Figure 6. GerM is sufficient to localize GFP-Q at the sporulation septum.

A. Experimental rationale and schematic outcomes for GFP-Q localization (in green) when SpoIID, SpoIIP and SpoIIM, alone (BCR1444) or together with either GerM (BCR1447) or AH (BCR1446) are artificially produced in a ΔsigE mutant. B. Representative images of cells at hour 2.5 of sporulation in which IPTG (1 mM final) was added 1.5 hours after the onset of sporulation. Examples of engulfing septal membranes with enrichment of GFP-Q in the forespore membranes are indicated (yellow carets).
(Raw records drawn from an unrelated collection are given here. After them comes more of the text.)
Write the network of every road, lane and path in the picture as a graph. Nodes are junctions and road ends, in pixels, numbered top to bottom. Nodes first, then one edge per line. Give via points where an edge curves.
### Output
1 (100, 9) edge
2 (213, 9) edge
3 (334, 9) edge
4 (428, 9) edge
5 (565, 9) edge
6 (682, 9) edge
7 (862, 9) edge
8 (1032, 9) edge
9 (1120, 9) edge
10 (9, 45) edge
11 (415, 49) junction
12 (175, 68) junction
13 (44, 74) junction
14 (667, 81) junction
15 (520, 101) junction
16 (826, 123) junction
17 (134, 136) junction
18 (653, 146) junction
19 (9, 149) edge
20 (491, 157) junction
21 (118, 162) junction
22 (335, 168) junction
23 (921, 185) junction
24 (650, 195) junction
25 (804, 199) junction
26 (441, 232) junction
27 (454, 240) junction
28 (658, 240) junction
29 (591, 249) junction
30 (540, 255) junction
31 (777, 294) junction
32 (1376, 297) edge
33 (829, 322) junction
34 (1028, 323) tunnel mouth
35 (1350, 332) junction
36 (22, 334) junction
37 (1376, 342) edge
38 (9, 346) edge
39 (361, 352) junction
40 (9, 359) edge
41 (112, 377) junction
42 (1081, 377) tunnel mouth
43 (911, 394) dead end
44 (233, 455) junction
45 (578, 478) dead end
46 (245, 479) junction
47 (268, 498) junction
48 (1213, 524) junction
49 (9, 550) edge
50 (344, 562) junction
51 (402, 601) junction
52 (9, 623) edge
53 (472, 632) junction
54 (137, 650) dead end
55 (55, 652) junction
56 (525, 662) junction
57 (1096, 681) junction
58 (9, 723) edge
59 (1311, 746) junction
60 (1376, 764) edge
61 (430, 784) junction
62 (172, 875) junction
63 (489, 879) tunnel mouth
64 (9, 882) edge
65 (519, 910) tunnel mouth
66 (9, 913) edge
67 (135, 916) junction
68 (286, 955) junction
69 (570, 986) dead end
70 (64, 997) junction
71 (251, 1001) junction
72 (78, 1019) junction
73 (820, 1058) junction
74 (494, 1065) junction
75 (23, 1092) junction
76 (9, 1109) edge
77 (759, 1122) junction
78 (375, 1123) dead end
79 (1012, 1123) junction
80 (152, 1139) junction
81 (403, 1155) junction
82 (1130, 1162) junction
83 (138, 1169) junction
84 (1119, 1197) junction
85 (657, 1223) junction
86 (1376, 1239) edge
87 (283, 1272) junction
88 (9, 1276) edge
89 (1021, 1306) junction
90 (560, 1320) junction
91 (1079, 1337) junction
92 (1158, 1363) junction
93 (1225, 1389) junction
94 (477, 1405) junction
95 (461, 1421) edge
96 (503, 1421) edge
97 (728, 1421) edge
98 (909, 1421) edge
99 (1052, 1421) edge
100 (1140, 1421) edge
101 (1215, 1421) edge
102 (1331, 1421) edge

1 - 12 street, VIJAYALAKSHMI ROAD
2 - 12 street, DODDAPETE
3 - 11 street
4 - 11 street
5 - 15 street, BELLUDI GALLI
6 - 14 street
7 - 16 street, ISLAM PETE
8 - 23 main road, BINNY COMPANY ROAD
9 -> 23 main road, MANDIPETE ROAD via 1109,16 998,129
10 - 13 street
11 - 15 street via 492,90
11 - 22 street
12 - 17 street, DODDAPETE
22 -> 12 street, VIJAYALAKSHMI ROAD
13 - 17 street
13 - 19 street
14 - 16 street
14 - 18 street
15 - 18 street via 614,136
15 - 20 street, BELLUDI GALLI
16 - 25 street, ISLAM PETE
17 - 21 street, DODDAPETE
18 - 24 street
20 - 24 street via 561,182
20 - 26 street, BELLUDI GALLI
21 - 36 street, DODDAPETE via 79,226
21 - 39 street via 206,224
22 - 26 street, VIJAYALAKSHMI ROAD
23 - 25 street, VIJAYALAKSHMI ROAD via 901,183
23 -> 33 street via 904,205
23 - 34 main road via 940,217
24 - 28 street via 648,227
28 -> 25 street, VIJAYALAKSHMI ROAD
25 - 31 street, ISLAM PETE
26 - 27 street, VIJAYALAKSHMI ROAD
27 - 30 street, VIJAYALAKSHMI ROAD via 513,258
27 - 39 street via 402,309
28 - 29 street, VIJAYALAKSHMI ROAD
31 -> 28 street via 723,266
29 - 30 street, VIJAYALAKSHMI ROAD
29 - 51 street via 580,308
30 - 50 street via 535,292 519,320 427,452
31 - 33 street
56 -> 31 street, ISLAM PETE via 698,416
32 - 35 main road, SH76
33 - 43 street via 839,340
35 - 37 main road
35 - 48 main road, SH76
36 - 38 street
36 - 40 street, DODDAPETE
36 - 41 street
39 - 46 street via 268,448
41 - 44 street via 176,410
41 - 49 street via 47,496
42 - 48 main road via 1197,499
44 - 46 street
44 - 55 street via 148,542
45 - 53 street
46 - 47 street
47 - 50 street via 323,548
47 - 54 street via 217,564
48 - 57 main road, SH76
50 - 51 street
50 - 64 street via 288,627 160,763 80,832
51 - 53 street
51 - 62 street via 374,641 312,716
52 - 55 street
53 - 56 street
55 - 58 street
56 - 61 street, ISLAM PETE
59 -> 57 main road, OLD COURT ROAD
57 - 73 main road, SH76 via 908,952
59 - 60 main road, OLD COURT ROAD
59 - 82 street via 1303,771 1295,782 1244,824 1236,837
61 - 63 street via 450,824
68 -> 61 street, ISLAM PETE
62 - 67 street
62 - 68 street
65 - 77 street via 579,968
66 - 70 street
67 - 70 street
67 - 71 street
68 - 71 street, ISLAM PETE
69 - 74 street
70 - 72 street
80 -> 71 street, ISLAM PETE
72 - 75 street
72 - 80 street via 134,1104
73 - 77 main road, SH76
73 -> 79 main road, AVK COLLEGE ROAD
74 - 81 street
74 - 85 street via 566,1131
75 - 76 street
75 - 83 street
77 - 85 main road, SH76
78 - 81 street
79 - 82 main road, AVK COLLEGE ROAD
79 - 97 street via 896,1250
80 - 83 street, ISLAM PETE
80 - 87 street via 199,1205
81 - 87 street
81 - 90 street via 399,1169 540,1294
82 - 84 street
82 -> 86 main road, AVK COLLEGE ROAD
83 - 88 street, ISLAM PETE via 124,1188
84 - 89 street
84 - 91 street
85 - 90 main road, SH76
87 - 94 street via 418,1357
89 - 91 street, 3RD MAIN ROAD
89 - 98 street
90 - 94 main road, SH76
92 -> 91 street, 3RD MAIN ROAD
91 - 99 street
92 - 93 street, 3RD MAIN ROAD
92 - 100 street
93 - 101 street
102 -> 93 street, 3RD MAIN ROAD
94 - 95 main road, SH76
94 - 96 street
Scale bar represents 2 μm. As described previously (Rodrigues et al., 2013), in a subset of sporulating cells (in strain BCR1444 and derivatives) in which IPTG was added GFP-Q lost compartmentalization (not shown). Images of the same strains from the same time point in the absence of IPTG can be found in Figure S8. C. Larger images highlighting GFP-Q enrichment in the engulfing membrane when either GerM or AH was induced. D. Immunoblot analysis monitoring SpoIID, SpoIIP, GerM-His6 and AH accumulation upon the addition of IPTG. σF was used to control for loading.